Два дня мы стояли в степи и ждали помощи от своих. Были у нас винтовки, пулеметы, но стрелять было нечем. Продовольствие тоже подходило к концу, доедали последние сухари, Немцы нас почти непрерывно бомбили, настойчиво и аккуратно. Надежда на то, что нам подвезут или сбросят с самолета боеприпасы и продукты, таяла с. каждым часом, мы понимали, что отрезаны от своих, находимся в кольце вражеского окружения, знали, что немцы близко, но они почему-то не шли на нас в атаку.

На второй день некоторые из наших командиров стали уходить, переодевшись в штатское и пряча глаза от солдат. Солдатам же, не имевшим ничего, кроме формы, уходить было некуда - кругом открытая степь - и в отдалении несколько хат, занятых немцами.

Трудно передать те чувства растерянности, унижения, отчаяния, которые охватили меня и моих товарищей...

На третий день немцы окружили и взяли без единого выстрела девяносто тысяч красноармейцев и командиров, лишенных возможности сражаться.

Так прервалась моя солдатская жизнь и почти на три с половиной года оборвалась связь с семьей. Уже после возвращения я узнал, что мои близкие догадывались, где я находился, сопоставляя мои письма со сводками Информбюро (ведь наступление с нашей стороны шло тогда только в одном направлении), и были потрясены, узнав из "Опровержения ТАСС" о пленении большой группы наших войск. Не получая больше писем, считали, что я либо погиб, либо попал в плен, что тоже давало очень мало надежды на мое возвращение.

Потом были концентрационные лагеря в Ковеле, Львове, наконец, Владаве (Польша). Все это были фашистские лагеря смерти, где целью ставилось нравственное унижение, подавление воли людей, стремление убить в них все человеческое, а потом и физическое уничтожение. Я не хочу вспоминать детали и подробности своего существования в этих лагерях, но один образ не могу не передать.
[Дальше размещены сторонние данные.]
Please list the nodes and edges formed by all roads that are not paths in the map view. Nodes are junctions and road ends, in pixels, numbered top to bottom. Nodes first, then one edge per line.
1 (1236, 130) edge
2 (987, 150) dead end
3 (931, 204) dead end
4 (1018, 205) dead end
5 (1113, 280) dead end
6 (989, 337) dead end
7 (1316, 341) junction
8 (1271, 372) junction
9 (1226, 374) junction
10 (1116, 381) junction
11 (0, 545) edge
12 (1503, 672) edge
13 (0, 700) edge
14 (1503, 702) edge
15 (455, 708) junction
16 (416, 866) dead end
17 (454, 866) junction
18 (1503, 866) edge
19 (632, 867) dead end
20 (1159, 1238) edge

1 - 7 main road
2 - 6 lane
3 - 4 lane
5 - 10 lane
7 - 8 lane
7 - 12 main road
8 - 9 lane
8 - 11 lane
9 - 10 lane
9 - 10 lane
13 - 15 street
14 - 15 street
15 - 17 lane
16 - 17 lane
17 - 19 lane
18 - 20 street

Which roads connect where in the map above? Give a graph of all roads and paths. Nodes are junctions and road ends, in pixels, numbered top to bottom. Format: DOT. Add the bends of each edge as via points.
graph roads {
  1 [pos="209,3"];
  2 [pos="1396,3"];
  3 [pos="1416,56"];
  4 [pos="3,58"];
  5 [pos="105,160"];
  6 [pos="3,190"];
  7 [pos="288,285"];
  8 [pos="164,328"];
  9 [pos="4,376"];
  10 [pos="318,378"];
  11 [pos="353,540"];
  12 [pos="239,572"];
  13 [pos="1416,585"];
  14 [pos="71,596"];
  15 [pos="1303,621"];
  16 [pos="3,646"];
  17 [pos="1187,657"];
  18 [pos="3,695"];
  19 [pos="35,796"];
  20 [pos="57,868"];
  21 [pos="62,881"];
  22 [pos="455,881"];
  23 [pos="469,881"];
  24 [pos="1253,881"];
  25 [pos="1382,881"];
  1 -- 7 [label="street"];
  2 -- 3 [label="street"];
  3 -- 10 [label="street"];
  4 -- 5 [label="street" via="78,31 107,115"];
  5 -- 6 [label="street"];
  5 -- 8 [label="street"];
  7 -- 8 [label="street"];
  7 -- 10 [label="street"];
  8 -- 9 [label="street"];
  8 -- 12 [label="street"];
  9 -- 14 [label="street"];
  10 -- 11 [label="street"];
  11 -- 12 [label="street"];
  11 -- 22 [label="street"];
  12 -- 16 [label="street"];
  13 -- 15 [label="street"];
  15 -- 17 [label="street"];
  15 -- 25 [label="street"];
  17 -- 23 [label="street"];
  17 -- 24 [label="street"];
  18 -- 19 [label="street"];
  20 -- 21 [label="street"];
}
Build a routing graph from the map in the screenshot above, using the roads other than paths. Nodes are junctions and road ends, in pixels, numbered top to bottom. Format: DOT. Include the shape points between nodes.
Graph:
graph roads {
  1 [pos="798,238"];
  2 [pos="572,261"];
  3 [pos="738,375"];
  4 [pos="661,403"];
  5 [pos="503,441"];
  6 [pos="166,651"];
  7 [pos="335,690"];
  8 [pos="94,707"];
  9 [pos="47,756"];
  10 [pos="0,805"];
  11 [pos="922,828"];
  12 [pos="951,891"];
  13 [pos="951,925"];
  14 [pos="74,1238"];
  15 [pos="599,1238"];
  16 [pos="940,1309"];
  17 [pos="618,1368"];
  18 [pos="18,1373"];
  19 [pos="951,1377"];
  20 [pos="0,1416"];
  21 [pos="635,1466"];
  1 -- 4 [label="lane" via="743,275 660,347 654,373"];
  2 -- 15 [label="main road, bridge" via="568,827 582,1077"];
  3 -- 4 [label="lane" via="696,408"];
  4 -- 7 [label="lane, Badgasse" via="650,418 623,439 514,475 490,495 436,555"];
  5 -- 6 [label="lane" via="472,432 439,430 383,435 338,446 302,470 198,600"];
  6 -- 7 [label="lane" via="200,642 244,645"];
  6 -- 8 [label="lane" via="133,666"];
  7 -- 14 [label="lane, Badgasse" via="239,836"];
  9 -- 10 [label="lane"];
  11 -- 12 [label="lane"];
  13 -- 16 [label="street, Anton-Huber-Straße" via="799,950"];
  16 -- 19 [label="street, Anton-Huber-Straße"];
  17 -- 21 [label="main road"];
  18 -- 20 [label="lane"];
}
Это - траншея, стержень, а может быть, и символ этих мест.

За лагерем во Владаве была траншея, куда закапывали трупы пленных, умерших от голода, холода, болезней. С утра поднимали всех, кто еще мог ходить, и с окриками: "Шнель, шнеллер" охранники гнали копать эту траншею. Тех, кто падал, пристреливали, а живые волокли их дальше. Траншея разделяла людей на тех, кто на ней работал, и тех, кого бросали туда. Грань была очень зыбкая, сегодня ты среди работающих, а завтра, как знать. Я был изможден до последней степени, вес мой был 37 кг (не знаю, зачем, нас регулярно взвешивали).

Но все же, среди всех страданий, в глубине замутненного сознания пробивался слабый луч надежды на избавление, который поддерживала жажда жизни.

Так прошел злосчастный 1942 год.

Не помню, в каком месяце 43-го среди пленных прошел слух, что уроженцев Молдавии и юга Украины будут отправлять в Румынию.

Странное дело эти слухи. В отсутствии газет, радио о многих событиях пленные узнавали из слухов; откуда они шли - не знаю.

Так вот, этот слух оправдался, и где-то, наверное, в начале весны, большую группу пленных, в которую попал и я, отправили в румынские лагеря.

Дело в том, что Гитлер любил одаривать своих верных вассалов, а Антонеску - диктатор Румынии был особо отмечен. Он получил во владение Молдавию и южные области Украины, где создал государство Транснистрию со столицей в Одессе, которое просуществовало едва ли два года. И вот передача пленных, а это была рабская рабочая сила, была очередным подарком Антонеску.